◆ **Task brief**
In the copy, include no pictures, but reproduce every record exactly.

◆ **Record excerpts**
--
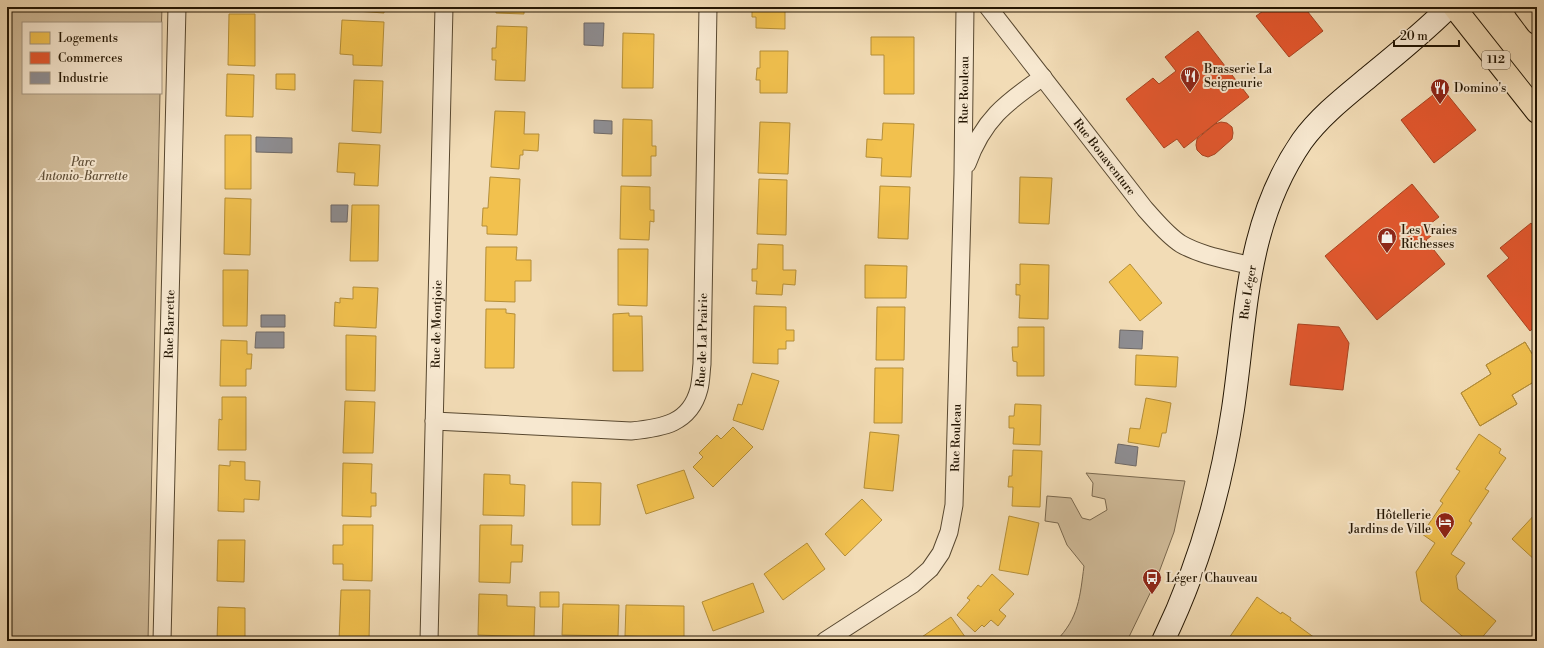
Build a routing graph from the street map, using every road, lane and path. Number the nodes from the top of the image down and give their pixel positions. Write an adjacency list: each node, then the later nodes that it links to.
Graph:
1 (177, 7): 15 (street, Rue Barrette)
2 (444, 7): 14 (street, Rue de Montjoie)
3 (708, 7): 14 (street, Rue de La Prairie)
4 (965, 7): 12 (street, Rue Rouleau)
5 (988, 7): 10 (street, Rue Bonaventure)
6 (1449, 7): 13 (street, Rue Léger)
7 (1454, 7): 11 (main road, 112)
8 (1525, 7): 9 (main road)
9 (1537, 23)
10 (1043, 77): 12 (street, Rue Rouleau); 13 (street, Rue Bonaventure)
11 (1537, 112)
12 (963, 174): 17 (street, Rue Rouleau)
13 (1252, 266): 18 (street, Rue Léger)
14 (434, 422): 16 (street, Rue de Montjoie)
15 (162, 641)
16 (429, 641)
17 (825, 641)
18 (1163, 641)

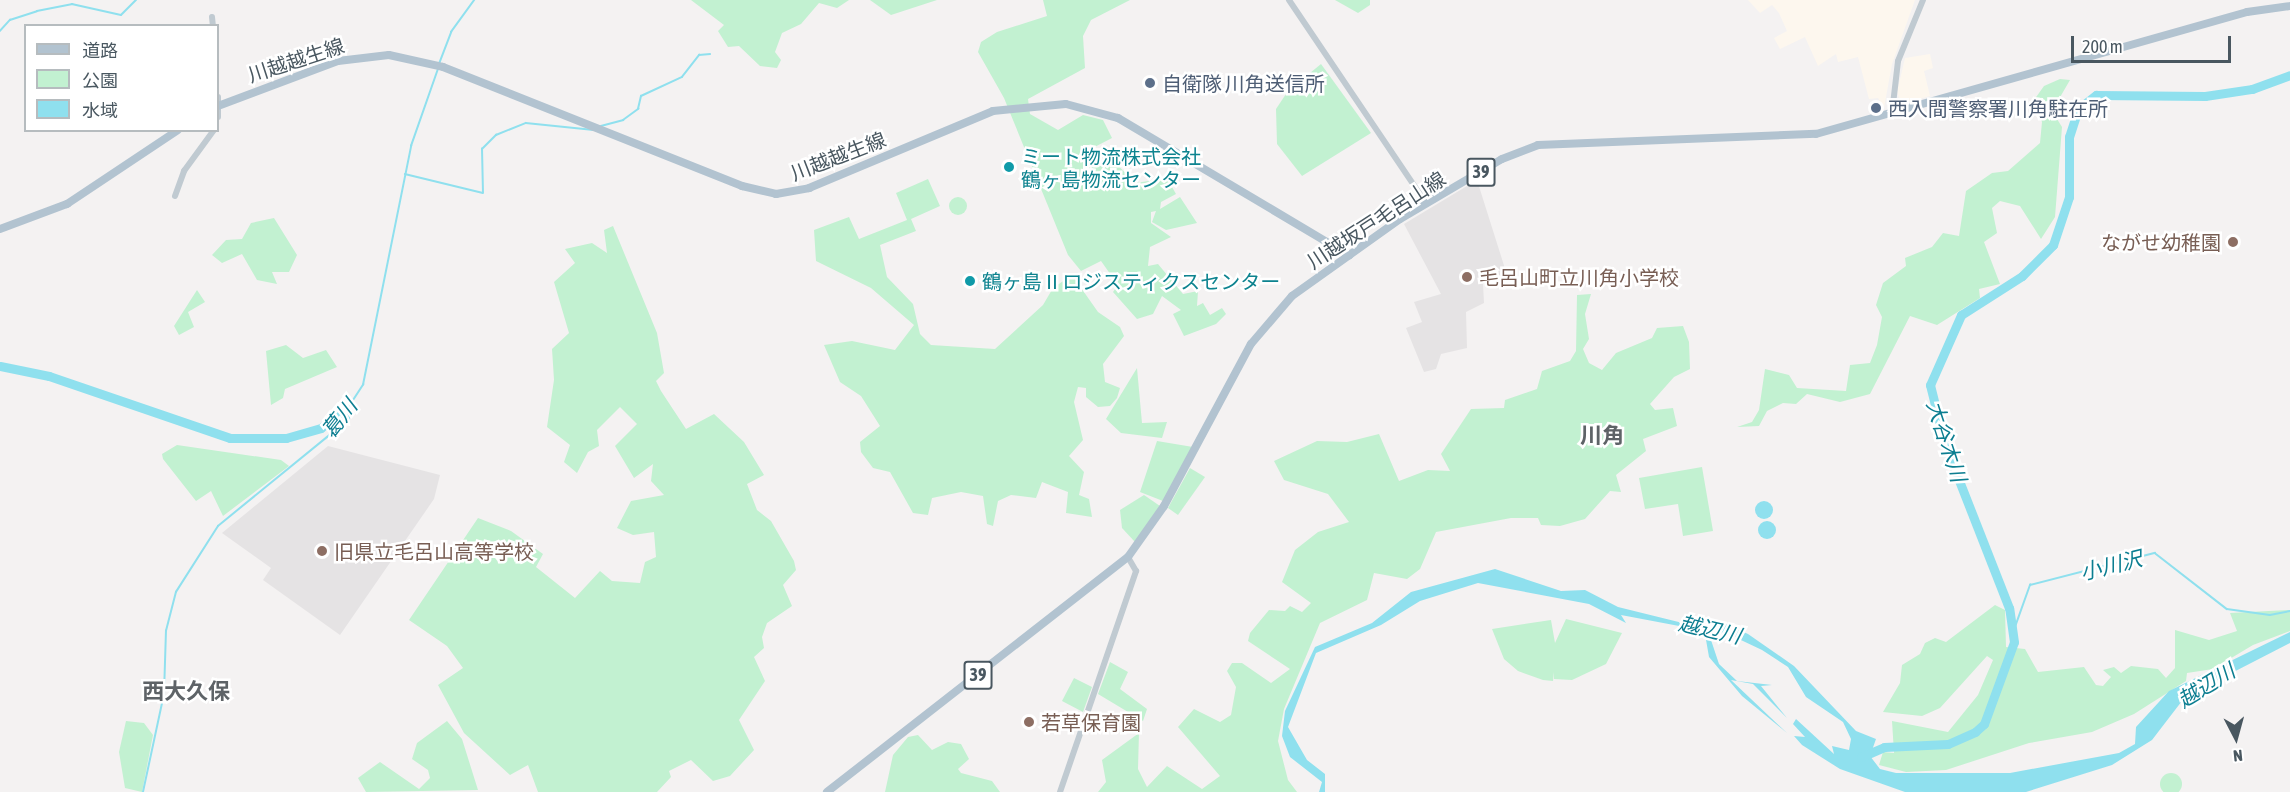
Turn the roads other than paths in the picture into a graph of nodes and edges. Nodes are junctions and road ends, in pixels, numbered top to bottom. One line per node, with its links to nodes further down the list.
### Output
1 (1289, 0): 11 (street)
2 (1923, 0): 7 (street)
3 (2290, 6): 7 (main road, 川越坂戸毛呂山線 / 39)
4 (212, 17): 5 (street)
5 (213, 24)
6 (219, 106): 13 (main road, 川越越生線)
7 (1892, 113): 11 (main road, 川越坂戸毛呂山線 / 39)
8 (175, 132): 12 (main road)
9 (213, 132): 10 (street)
10 (175, 196)
11 (1426, 203): 13 (main road, 川越坂戸毛呂山線 / 39)
12 (0, 230)
13 (1349, 255): 14 (main road, 川越坂戸毛呂山線 / 39)
14 (1128, 557): 15 (main road, 川越坂戸毛呂山線 / 39); 16 (street)
15 (827, 792)
16 (1060, 792)

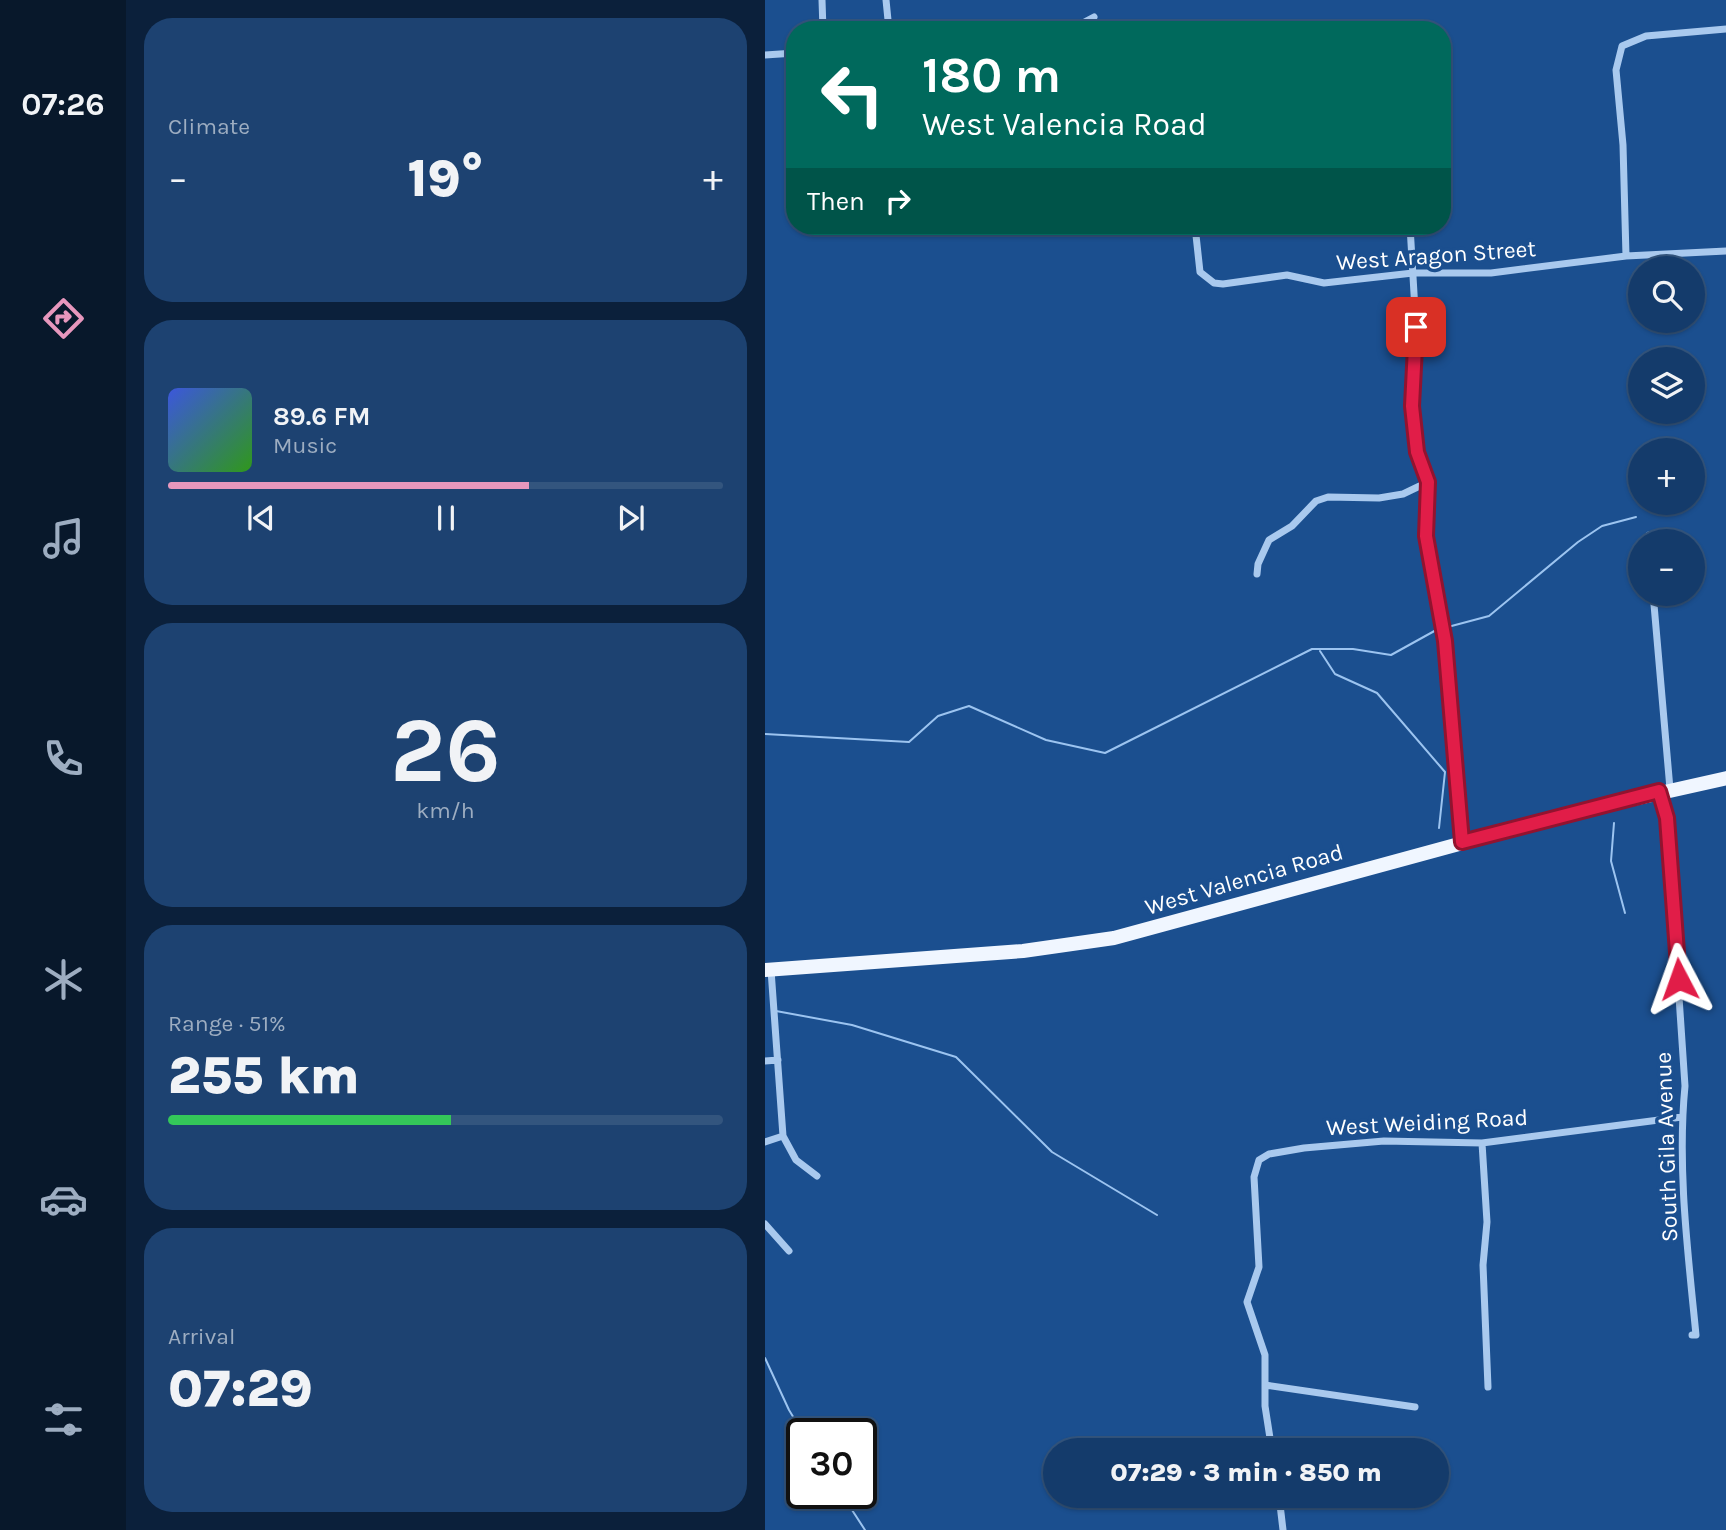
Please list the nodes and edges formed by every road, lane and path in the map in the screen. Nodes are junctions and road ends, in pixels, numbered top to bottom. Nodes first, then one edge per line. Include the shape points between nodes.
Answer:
1 (822, 0) edge
2 (886, 0) edge
3 (1094, 18) dead end
4 (823, 21) edge
5 (888, 21) edge
6 (1088, 21) edge
7 (1726, 29) edge
8 (786, 54) edge
9 (765, 55) edge
10 (1196, 235) edge
11 (1411, 235) edge
12 (1726, 251) edge
13 (1626, 256) junction
14 (1413, 272) junction
15 (1428, 482) junction
16 (1257, 574) dead end
17 (1654, 606) edge
18 (1726, 778) edge
19 (1665, 790) junction
20 (1462, 842) junction
21 (768, 970) edge
22 (778, 1060) junction
23 (765, 1061) edge
24 (1682, 1117) junction
25 (783, 1136) junction
26 (765, 1142) edge
27 (1482, 1143) junction
28 (817, 1176) dead end
29 (765, 1224) edge
30 (789, 1251) dead end
31 (1694, 1335) dead end
32 (1265, 1385) junction
33 (1488, 1387) dead end
34 (1415, 1407) dead end
35 (1271, 1438) edge
36 (1280, 1508) edge
37 (1283, 1530) edge

1 - 4 street
2 - 5 street
3 - 6 street
7 - 13 street via 1646,36 1622,46 1616,70
8 - 9 street
10 - 14 street, West Aragon Street via 1200,272 1214,283 1287,275 1324,283
11 - 14 street
12 - 13 street, West Aragon Street
13 - 14 street, West Aragon Street via 1491,273
14 - 15 street via 1412,406 1417,452
15 - 16 street via 1403,494 1316,501 1292,526 1272,536
15 - 20 street via 1426,536 1445,641
17 - 19 street, South Gila Avenue
18 - 19 main road, West Valencia Road
19 - 20 main road, West Valencia Road
19 - 24 street, South Gila Avenue via 1685,1086
20 - 21 main road, West Valencia Road via 1114,938 1043,949
21 - 22 street
22 - 23 street
22 - 25 street
24 - 27 street, West Weiding Road
24 - 31 street, South Gila Avenue
25 - 26 street
25 - 28 street via 796,1160
27 - 32 street, West Weiding Road via 1374,1141 1282,1151 1259,1160 1254,1177 1259,1267 1247,1302 1262,1340
27 - 33 street
29 - 30 street
32 - 34 street
32 - 35 street
36 - 37 street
--
◆ **The answer**
Build a routing graph from the street map, using every road, lane and path. Number the nodes from the top of the image down and give their pixel positions. Write an adjacency list: each node, then the later nodes that it links to.
Graph:
1 (177, 7): 15 (street, Rue Barrette)
2 (444, 7): 14 (street, Rue de Montjoie)
3 (708, 7): 14 (street, Rue de La Prairie)
4 (965, 7): 12 (street, Rue Rouleau)
5 (988, 7): 10 (street, Rue Bonaventure)
6 (1449, 7): 13 (street, Rue Léger)
7 (1454, 7): 11 (main road, 112)
8 (1525, 7): 9 (main road)
9 (1537, 23)
10 (1043, 77): 12 (street, Rue Rouleau); 13 (street, Rue Bonaventure)
11 (1537, 112)
12 (963, 174): 17 (street, Rue Rouleau)
13 (1252, 266): 18 (street, Rue Léger)
14 (434, 422): 16 (street, Rue de Montjoie)
15 (162, 641)
16 (429, 641)
17 (825, 641)
18 (1163, 641)

Turn the roads other than paths in the picture into a graph of nodes and edges. Nodes are junctions and road ends, in pixels, numbered top to bottom. One line per node, with its links to nodes further down the list.
### Output
1 (1289, 0): 11 (street)
2 (1923, 0): 7 (street)
3 (2290, 6): 7 (main road, 川越坂戸毛呂山線 / 39)
4 (212, 17): 5 (street)
5 (213, 24)
6 (219, 106): 13 (main road, 川越越生線)
7 (1892, 113): 11 (main road, 川越坂戸毛呂山線 / 39)
8 (175, 132): 12 (main road)
9 (213, 132): 10 (street)
10 (175, 196)
11 (1426, 203): 13 (main road, 川越坂戸毛呂山線 / 39)
12 (0, 230)
13 (1349, 255): 14 (main road, 川越坂戸毛呂山線 / 39)
14 (1128, 557): 15 (main road, 川越坂戸毛呂山線 / 39); 16 (street)
15 (827, 792)
16 (1060, 792)

Please list the nodes and edges formed by every road, lane and path in the map in the screen. Nodes are junctions and road ends, in pixels, numbered top to bottom. Nodes first, then one edge per line. Include the shape points between nodes.
Answer:
1 (822, 0) edge
2 (886, 0) edge
3 (1094, 18) dead end
4 (823, 21) edge
5 (888, 21) edge
6 (1088, 21) edge
7 (1726, 29) edge
8 (786, 54) edge
9 (765, 55) edge
10 (1196, 235) edge
11 (1411, 235) edge
12 (1726, 251) edge
13 (1626, 256) junction
14 (1413, 272) junction
15 (1428, 482) junction
16 (1257, 574) dead end
17 (1654, 606) edge
18 (1726, 778) edge
19 (1665, 790) junction
20 (1462, 842) junction
21 (768, 970) edge
22 (778, 1060) junction
23 (765, 1061) edge
24 (1682, 1117) junction
25 (783, 1136) junction
26 (765, 1142) edge
27 (1482, 1143) junction
28 (817, 1176) dead end
29 (765, 1224) edge
30 (789, 1251) dead end
31 (1694, 1335) dead end
32 (1265, 1385) junction
33 (1488, 1387) dead end
34 (1415, 1407) dead end
35 (1271, 1438) edge
36 (1280, 1508) edge
37 (1283, 1530) edge

1 - 4 street
2 - 5 street
3 - 6 street
7 - 13 street via 1646,36 1622,46 1616,70
8 - 9 street
10 - 14 street, West Aragon Street via 1200,272 1214,283 1287,275 1324,283
11 - 14 street
12 - 13 street, West Aragon Street
13 - 14 street, West Aragon Street via 1491,273
14 - 15 street via 1412,406 1417,452
15 - 16 street via 1403,494 1316,501 1292,526 1272,536
15 - 20 street via 1426,536 1445,641
17 - 19 street, South Gila Avenue
18 - 19 main road, West Valencia Road
19 - 20 main road, West Valencia Road
19 - 24 street, South Gila Avenue via 1685,1086
20 - 21 main road, West Valencia Road via 1114,938 1043,949
21 - 22 street
22 - 23 street
22 - 25 street
24 - 27 street, West Weiding Road
24 - 31 street, South Gila Avenue
25 - 26 street
25 - 28 street via 796,1160
27 - 32 street, West Weiding Road via 1374,1141 1282,1151 1259,1160 1254,1177 1259,1267 1247,1302 1262,1340
27 - 33 street
29 - 30 street
32 - 34 street
32 - 35 street
36 - 37 street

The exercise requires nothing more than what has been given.